Tuesday, March 8, 2016

My mom likes to give me something I want for Christmas so she asks me to send her ideas. Sometimes I do and she’s happy, but sometimes I don’t have any ideas. This year I didn’t have any ideas so she wasn’t very happy with me and she gave me a check. She said, “You didn’t tell me anything you want so this is what you get.” My grandmother used to send a check, too, for my birthday and Christmas.

Because I am a crazy data tracker, it’s not hard for me to keep track of what I’ve spent my gift money on and how much I have left.

With the money my grandmother would send, I would use it to go out to lunch when I wanted a treat. I would think about it like it was my grandmother taking me out to lunch, and I’d write her a note and tell her that I’d spent it that way. She liked that.

With the money I got from my parents this year I took my friend Ann out for an end-of-year lunch at Pizzeria Toro. I’ve eaten there with my parents a few times and we’ve had very good meals. I thought my dad especially might like that I spent some of my gift money on that.

Shortly after the Pizzeria Toro meal, a few days or a few weeks — who’s to say, it’s all blurring together these days — I was thinking about how I could have bought something with that money, but instead I spent it on lunch. Call it buyer’s remorse on pizza. (Though the meal was excellent, and I don’t actually regret it — just a passing thought.)

This made me think about Experiences vs. Things and their relative values.

There is a great bias today toward Experiences — there is a moderately pervasive idea that Experiences are valuable and life affirming, while Things are just a bunch of crap that you’re going to have to get rid of someday and that weigh you down. Marie Kondo and all that.

I think that previous generations would be baffled by this idea — that going out to lunch would be considered better than buying something special that you could have and keep and use for a long period of time.
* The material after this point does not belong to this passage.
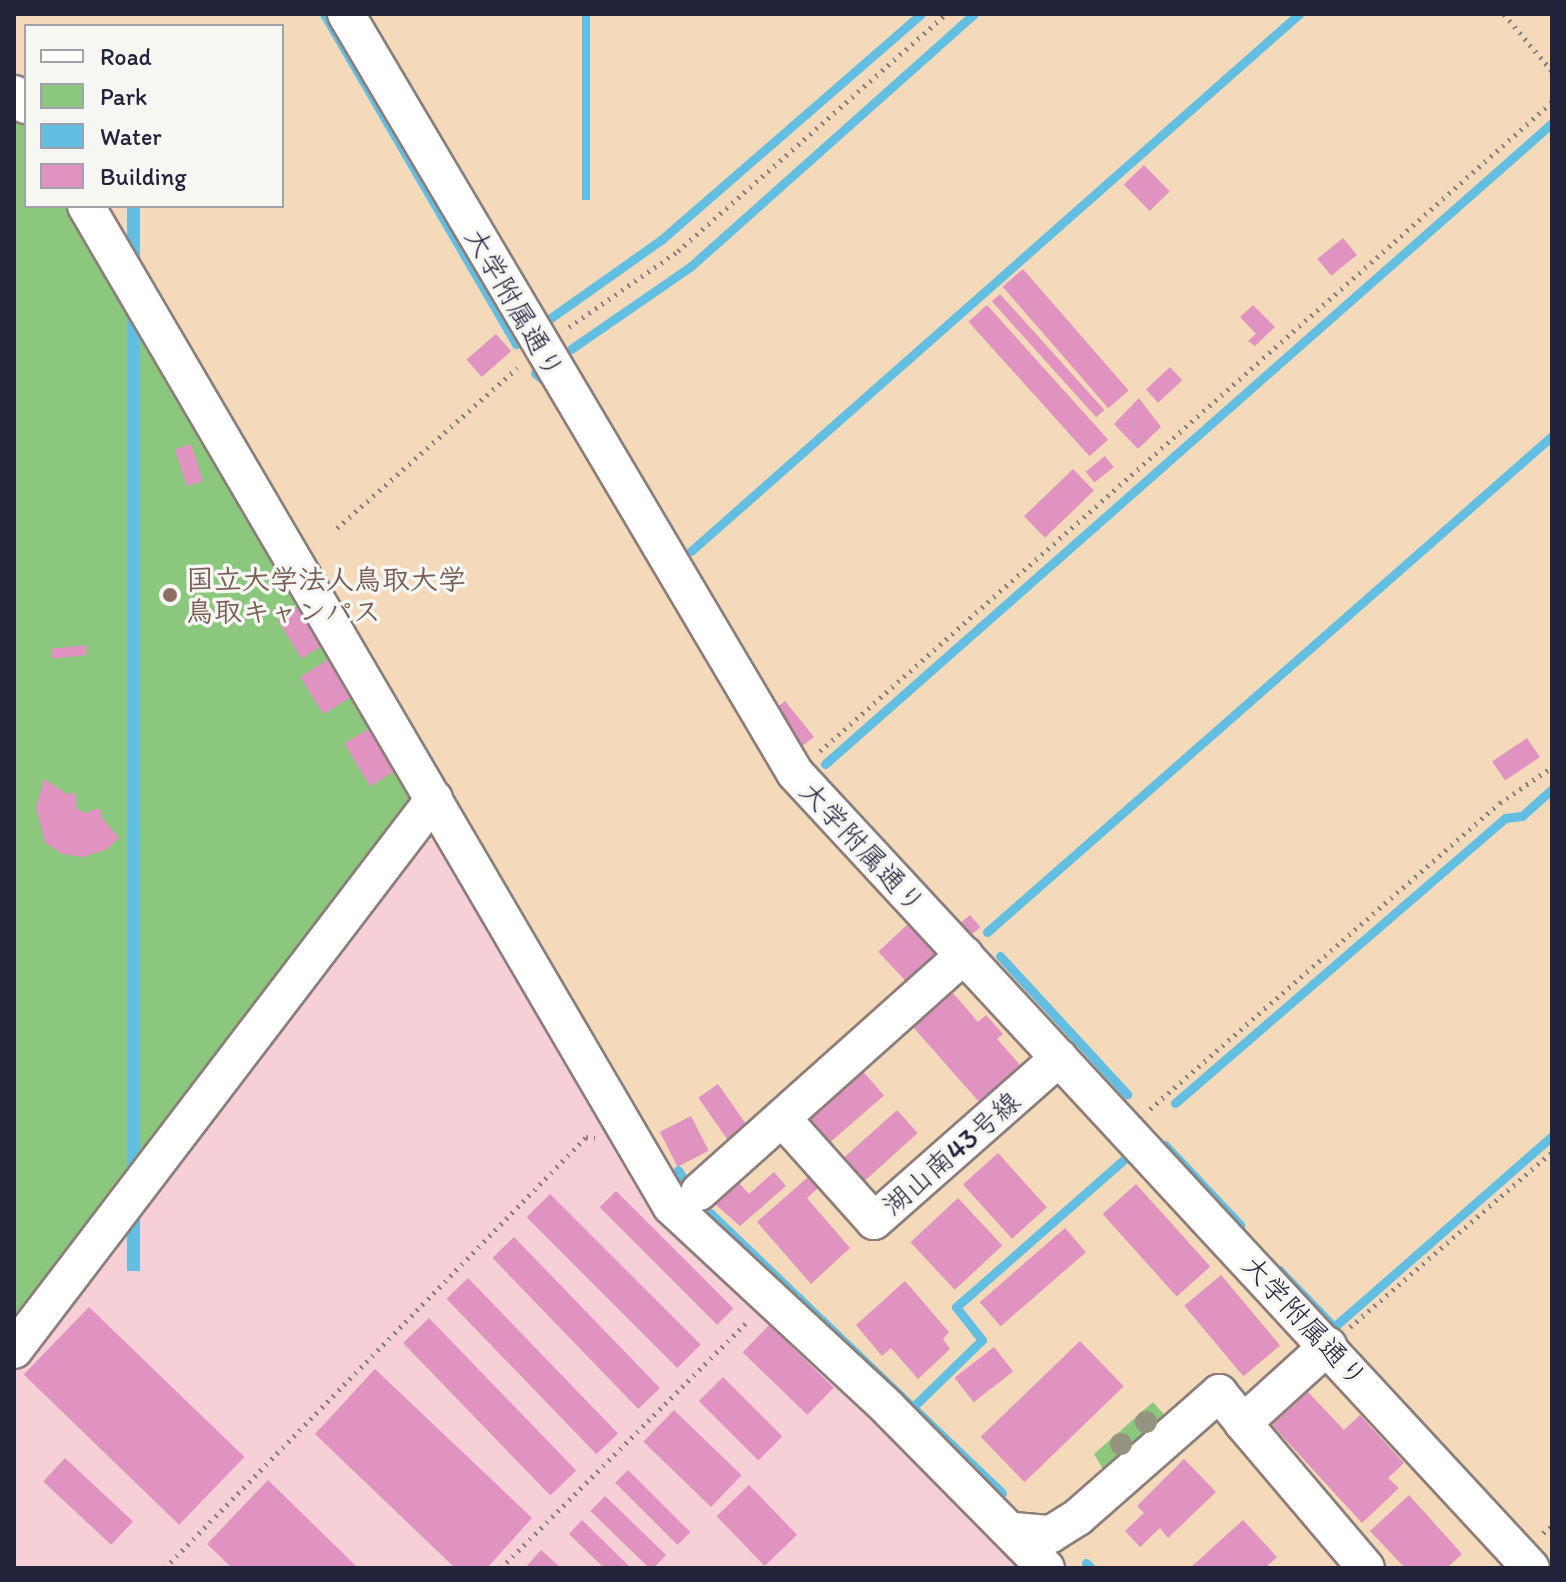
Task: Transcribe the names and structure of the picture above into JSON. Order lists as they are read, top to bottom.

Back in the day, going out to lunch with gift money might more likely be thought of as “squandering.” Like playing the ponies — at the end of the day, you’ve got nothing to show for it. But today, going to lunch (or playing the ponies) is an Experience, and all to the good.

One blog I read and like wrote a post a few years ago about marginal utility and the idea that people value Experiences over Things today because most people have an abundance of material goods but limited free time. This increases the relative value of experiences and decreases the relative value of things.
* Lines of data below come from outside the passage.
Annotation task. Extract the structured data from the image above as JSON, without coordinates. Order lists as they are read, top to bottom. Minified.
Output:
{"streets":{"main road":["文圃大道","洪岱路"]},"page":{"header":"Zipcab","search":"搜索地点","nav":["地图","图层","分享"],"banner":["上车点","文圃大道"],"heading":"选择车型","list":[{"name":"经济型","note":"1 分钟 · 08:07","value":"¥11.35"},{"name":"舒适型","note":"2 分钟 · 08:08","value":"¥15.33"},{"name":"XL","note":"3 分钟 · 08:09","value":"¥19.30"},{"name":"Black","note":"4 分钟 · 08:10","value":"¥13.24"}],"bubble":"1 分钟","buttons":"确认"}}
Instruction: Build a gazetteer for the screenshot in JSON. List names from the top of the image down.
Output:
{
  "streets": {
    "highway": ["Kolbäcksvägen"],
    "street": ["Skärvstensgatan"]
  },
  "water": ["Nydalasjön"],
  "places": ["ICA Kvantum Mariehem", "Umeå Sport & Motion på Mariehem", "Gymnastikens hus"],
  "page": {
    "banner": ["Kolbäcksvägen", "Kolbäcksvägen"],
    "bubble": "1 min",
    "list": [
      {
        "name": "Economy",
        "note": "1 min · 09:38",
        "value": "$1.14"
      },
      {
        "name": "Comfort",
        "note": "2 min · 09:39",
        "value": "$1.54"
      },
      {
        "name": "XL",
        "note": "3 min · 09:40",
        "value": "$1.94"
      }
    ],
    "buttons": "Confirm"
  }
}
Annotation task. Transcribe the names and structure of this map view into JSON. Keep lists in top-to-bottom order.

And I think this is true, but I think other factors are at work as well.

For instance people in any given social circle don’t necessarily live near each other or visit each other’s houses regularly, and many interactions are conducted online. Having a nice car or a Persian rug might go unnoticed unless you posted pictures, which might look like you were trying to show off, and, depending on your social circle, might look crass.

But of course it’s perfectly natural for you to post pictures of your vacation, or Instagram your Pizzeria Toro crispy pigs’ ears.
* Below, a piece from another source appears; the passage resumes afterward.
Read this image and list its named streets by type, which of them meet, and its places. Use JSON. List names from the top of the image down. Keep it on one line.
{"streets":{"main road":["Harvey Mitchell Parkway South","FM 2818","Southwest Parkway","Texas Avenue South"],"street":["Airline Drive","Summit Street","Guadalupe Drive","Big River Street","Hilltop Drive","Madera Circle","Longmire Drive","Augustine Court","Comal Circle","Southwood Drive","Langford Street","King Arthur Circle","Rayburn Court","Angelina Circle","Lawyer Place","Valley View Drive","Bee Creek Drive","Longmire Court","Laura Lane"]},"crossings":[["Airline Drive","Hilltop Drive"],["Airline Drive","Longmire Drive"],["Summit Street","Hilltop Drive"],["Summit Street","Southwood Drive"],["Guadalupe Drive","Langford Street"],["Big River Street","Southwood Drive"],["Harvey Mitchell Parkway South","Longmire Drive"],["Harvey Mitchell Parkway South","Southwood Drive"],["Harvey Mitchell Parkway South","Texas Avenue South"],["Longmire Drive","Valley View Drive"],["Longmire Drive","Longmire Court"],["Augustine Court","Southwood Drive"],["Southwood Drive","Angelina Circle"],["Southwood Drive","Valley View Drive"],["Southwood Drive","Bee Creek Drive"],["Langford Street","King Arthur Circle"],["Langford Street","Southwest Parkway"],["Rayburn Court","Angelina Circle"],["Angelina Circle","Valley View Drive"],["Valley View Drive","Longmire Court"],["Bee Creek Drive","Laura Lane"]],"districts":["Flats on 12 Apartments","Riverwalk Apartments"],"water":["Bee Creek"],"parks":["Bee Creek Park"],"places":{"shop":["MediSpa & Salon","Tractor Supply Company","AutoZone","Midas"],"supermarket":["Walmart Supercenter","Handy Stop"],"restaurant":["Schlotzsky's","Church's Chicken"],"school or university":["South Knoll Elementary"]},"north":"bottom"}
[Side note: I read a book a year or two ago by a foodie economist about how to find the best cheap food, and one of his pieces of advice is that if something on the menu sounds bad, you should order it. Because if it sounds bad, the only reason it would be on the menu is because it tastes good. Case in point, if you are at Toro, order the crispy pig’s ears. They are good.]

This also made me think of one of the studies that Juliet Schor describes in her book The Overspent American. She talks a lot in the book about conspicuous consumption and status symbols. And this seems obvious now that I’m writing it out, but she makes the case that status symbols are things that other people see. She describes an interesting study about cosmetics that women use in public (lipstick) vs. cosmetics that women use privately (cleanser), and notes that only lipstick fit the pattern of status object purchasing.

So I really feel that a lot of the Experiences vs. Things dichotomy is driven by status objects and what can be advertised to your social group to show how successful you are.

Experiences say, “I am an interesting person who is expanding my horizons. I have the time and the money to explore the world. Don’t you wish you were me.”

Things say, “I am a shallow materialist.”

My experiences at the moment involve trying to answer many multiple choice questions like:

For the next two years, a lease is estimated to have an operating net cash inflow of $7,500 per annum, before adjusting for $5,000 per annum tax basis lease amortization and a 40% tax rate. The present value of an ordinary annuity of $1 per year at 10% for two years is 1.74. What is the leases’s after-tax present value using a 10% discount factor?

No one is jealous of me. So I will turn to Things.

With the money I didn’t spend at Toro, I’m buying a new wall clock. Because the one I had broke like four years ago and I still — STILL — look on that wall to see what time it is. But alas I have no clock there.

But someday soon I will. And I will be able to look at it every day. And when I look at it I will think about I got it as a Christmas present from my parents. And that will make my mom happy too.

Experiences are good. Things are good. You just have to buy the right Things.